Police were brought in to keep the protestors – from far-right Jewish group Lehava – at least 200m from the wedding hall, and arrested four people. Most of those joining in the disturbance were young men wearing black shirts who threatened the couple, apparently even singing a song which included the phrase: "May your village burn down," Reuters reports.
Lehava – Organisation for Prevention of Assimilation in the Holy Land – opposes relationships between Arab Muslims and Jews, and is known for intimidating couples who defy its principles.

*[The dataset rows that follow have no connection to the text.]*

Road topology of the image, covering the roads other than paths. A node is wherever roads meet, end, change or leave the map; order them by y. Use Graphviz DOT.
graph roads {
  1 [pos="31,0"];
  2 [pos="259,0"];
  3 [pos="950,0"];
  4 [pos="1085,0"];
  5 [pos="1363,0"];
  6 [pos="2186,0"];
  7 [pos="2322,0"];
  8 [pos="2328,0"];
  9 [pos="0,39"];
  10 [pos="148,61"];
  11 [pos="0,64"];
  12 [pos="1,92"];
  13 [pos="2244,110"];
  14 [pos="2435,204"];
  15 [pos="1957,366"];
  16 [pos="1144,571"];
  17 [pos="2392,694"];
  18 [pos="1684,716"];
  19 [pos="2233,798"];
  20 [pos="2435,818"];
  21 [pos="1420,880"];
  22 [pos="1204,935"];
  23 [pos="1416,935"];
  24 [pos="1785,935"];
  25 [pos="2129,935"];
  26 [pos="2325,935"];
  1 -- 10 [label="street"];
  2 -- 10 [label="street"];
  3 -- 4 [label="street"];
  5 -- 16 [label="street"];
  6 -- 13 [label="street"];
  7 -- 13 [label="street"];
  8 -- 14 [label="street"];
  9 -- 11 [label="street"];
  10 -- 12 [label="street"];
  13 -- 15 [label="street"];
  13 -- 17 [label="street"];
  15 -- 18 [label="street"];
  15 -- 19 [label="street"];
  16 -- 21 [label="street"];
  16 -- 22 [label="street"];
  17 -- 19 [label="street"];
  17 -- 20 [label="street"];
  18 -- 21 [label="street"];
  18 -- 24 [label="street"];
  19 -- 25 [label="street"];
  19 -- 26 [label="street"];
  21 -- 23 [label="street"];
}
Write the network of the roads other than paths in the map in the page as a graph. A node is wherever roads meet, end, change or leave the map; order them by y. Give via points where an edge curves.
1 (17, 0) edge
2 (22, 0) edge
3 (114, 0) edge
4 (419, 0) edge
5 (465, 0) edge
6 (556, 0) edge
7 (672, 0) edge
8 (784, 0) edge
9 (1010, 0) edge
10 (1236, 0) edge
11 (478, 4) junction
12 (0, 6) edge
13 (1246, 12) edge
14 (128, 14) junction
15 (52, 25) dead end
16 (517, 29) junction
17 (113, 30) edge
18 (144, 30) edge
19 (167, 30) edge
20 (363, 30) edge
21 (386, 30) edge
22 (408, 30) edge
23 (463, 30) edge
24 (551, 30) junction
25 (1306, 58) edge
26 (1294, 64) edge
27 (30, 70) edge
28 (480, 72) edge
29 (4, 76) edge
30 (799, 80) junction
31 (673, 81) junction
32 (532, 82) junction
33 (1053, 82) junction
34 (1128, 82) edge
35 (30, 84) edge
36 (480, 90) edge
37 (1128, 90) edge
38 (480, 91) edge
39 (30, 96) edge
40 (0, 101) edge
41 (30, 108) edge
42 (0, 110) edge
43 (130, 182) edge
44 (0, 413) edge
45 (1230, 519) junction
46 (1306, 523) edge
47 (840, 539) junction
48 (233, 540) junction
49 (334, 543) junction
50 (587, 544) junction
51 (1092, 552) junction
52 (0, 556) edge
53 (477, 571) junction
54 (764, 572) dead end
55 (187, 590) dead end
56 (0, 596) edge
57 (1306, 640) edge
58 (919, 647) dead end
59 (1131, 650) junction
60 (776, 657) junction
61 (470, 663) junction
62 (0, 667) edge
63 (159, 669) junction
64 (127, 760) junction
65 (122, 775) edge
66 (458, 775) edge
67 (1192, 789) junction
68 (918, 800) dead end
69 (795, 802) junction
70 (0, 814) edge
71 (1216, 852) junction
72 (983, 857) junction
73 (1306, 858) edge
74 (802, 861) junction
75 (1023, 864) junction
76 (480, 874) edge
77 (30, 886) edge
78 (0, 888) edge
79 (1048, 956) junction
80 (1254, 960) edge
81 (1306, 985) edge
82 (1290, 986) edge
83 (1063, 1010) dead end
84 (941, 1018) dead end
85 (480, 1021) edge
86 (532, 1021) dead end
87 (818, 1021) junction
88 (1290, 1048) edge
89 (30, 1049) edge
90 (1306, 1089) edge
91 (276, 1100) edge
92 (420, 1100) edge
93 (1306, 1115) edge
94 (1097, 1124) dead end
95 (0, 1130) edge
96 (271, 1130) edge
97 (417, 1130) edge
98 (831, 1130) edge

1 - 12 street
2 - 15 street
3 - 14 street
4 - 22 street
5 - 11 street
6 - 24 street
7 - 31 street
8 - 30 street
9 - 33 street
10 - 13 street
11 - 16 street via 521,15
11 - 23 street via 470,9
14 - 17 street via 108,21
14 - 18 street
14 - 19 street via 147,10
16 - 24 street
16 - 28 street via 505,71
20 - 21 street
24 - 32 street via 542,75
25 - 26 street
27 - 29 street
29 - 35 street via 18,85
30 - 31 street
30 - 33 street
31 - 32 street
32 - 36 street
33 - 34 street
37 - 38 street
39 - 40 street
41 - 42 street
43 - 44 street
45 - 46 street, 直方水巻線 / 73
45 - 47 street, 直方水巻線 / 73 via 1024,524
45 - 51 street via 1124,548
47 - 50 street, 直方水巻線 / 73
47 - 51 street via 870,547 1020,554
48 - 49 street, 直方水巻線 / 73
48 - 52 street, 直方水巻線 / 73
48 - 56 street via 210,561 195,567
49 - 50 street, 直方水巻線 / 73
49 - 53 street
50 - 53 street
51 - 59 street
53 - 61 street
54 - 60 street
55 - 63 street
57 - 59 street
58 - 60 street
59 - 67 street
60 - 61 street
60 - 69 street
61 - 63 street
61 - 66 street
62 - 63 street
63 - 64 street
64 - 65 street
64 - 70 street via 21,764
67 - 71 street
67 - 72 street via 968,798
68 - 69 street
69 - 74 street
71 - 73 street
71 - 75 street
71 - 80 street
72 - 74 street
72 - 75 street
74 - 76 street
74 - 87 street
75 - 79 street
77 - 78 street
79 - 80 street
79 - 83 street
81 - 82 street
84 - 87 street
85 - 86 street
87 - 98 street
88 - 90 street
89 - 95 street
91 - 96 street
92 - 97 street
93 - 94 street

Spokesman Michael Ben-Ari has said intermarriage between Jews and other faiths is "worse than what Hitler did".
However, the group seldom protests wedding ceremonies, but was given permission by the High Court of Israel to picket at the hall in Rishon LeZion on Sunday.
The demonstration follows significant unrest in the region after Israel began air strikes over the border into Gaza on July 8 under the title 'Operation Protective Edge'.
Since then, 1,976 Palestinians and 67 Israelis have been killed.
Almost 240,000 Gazans are now considered to be IDPs, while the homes of an estimated 100,000 have been severely damaged or entirely destroyed.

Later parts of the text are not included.